Das passt gut zu mir, wie ich finde, denn ich wohne hoch im Norden, am Rand eines riesigen Waldes. Ich könnte euch erzählen, wie alt ich bin, aber das ist vollkommen unwichtig. Denn ich habe meine Mutter verloren.
*
Eines Tages, mitten im Winter, tauchte eine Schlange auf, in unserem Haus am Waldrand. Niemand hatte sie kommen sehen, niemand hatte einen Namen für sie, und niemand kam, um sie wieder fortzubringen.

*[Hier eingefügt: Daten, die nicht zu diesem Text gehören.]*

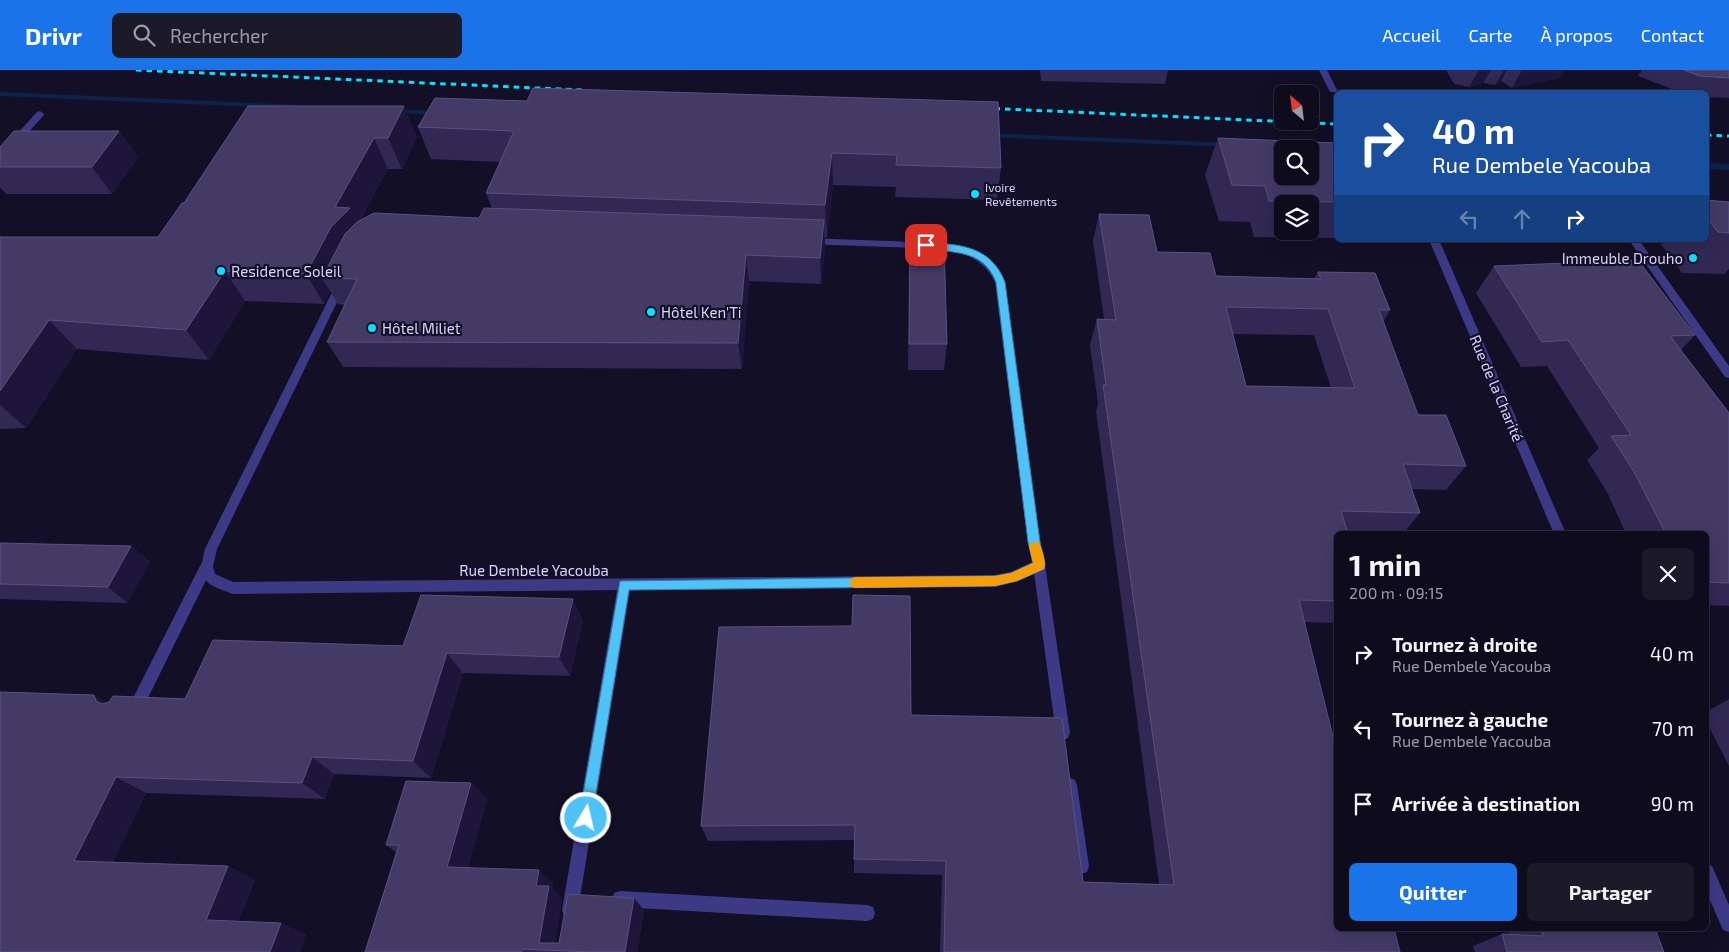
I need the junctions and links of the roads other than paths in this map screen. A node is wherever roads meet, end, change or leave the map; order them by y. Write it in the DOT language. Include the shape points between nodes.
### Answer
graph roads {
  1 [pos="1323,70"];
  2 [pos="1333,90"];
  3 [pos="40,114"];
  4 [pos="0,159"];
  5 [pos="1434,242"];
  6 [pos="1635,242"];
  7 [pos="1729,374"];
  8 [pos="1559,531"];
  9 [pos="1039,565"];
  10 [pos="207,566"];
  11 [pos="624,585"];
  12 [pos="132,714"];
  13 [pos="1065,749"];
  14 [pos="1068,769"];
  15 [pos="1081,866"];
  16 [pos="1709,879"];
  17 [pos="573,896"];
  18 [pos="867,913"];
  19 [pos="568,924"];
  20 [pos="1729,924"];
  1 -- 2 [label="street"];
  3 -- 4 [label="street"];
  5 -- 8 [label="street, Rue de la Charité"];
  6 -- 7 [label="street"];
  9 -- 10 [label="street" via="1000,282 995,268 983,258 964,249 946,246 414,227 377,236 354,258 211,549"];
  9 -- 11 [label="street, Rue Dembele Yacouba" via="1013,578 995,581"];
  9 -- 13 [label="street"];
  10 -- 11 [label="street, Rue Dembele Yacouba" via="209,577 233,588"];
  10 -- 12 [label="street"];
  11 -- 17 [label="street"];
  14 -- 15 [label="street"];
  16 -- 20 [label="street"];
  17 -- 18 [label="street"];
  17 -- 19 [label="street"];
}
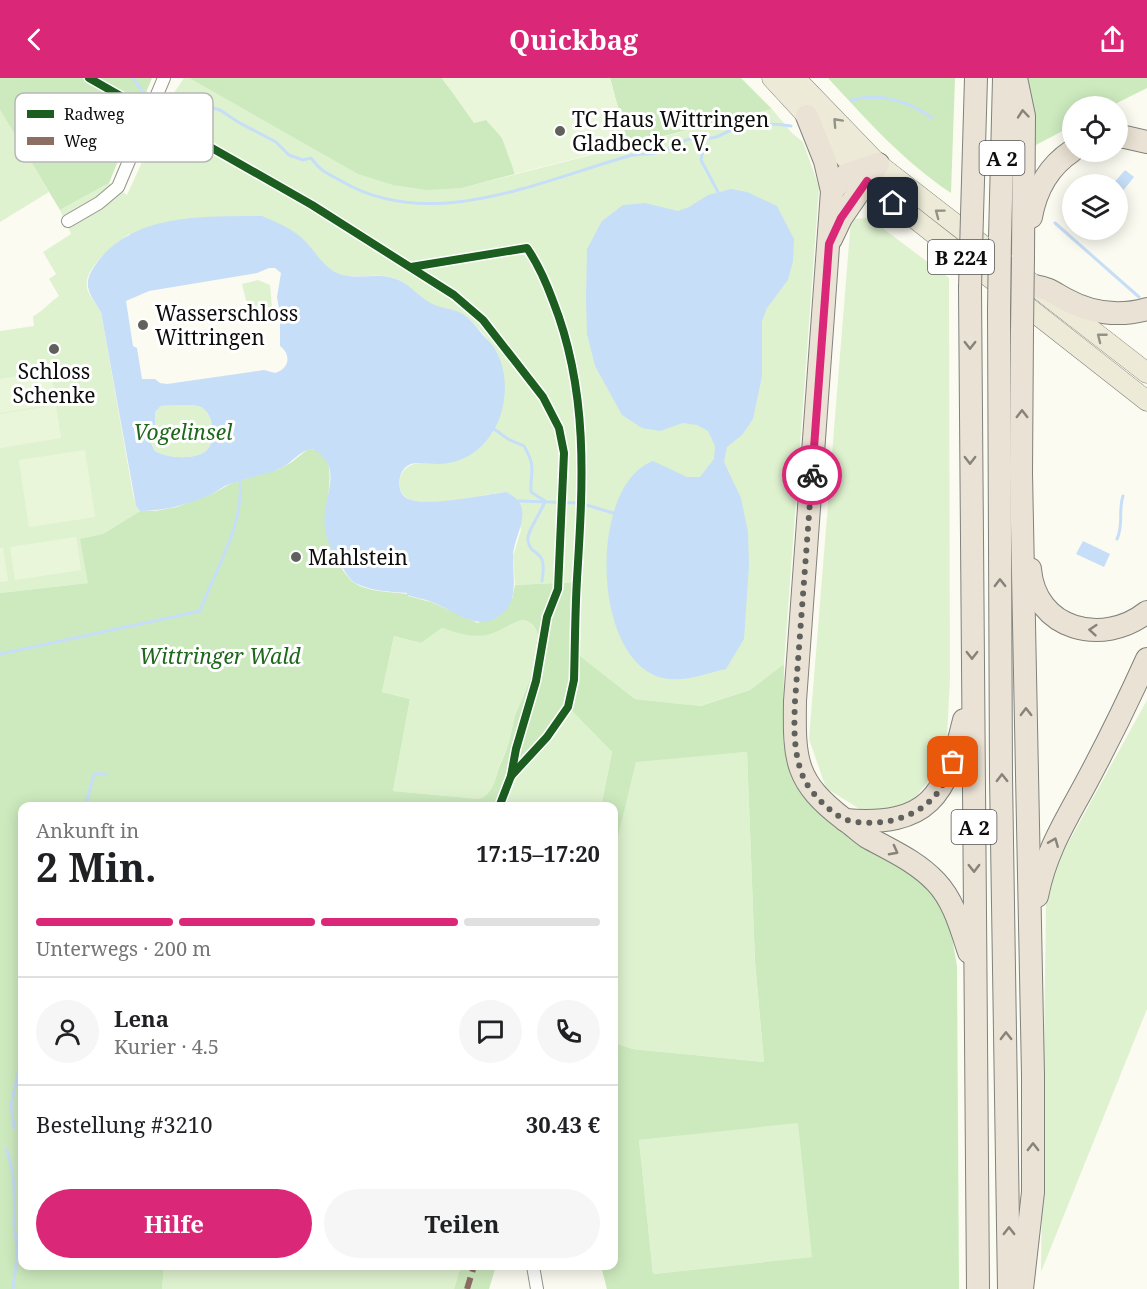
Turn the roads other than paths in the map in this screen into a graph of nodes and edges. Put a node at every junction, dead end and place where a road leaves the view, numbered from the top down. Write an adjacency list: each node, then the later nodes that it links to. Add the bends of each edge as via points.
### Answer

Und obwohl meine Mutter wusste, dass sie giftig war, hatte sie begonnen, diese Schlange zu füttern.
Die Schlange war erst sehr klein, aber schon bald wurde sie stärker und mit ihr das Gift, das sie in sich trug. Ich hatte Angst vor dieser Schlange. Doch meine Mutter nicht. Sie fütterte sie und sah ihr beim Wachsen zu, bis sie riesig und dunkel war. Schließlich biss die Schlange meine Mutter, und sie starb an ihrem Gift, noch bevor der Sommer ins Land zog.
Der Tod meiner Mutter schnitt mir eine tiefe Wunde in die Brust, während sich die Schlange in einen riesigen, schwarzen Drachen verwandelte, der fortan die Sonne verdeckte. In dieser Dunkelheit konnte ich nichts mehr sehen, nichts mehr hören und nichts mehr fühlen. In dieser Dunkelheit gab es nichts und niemanden mehr für mich.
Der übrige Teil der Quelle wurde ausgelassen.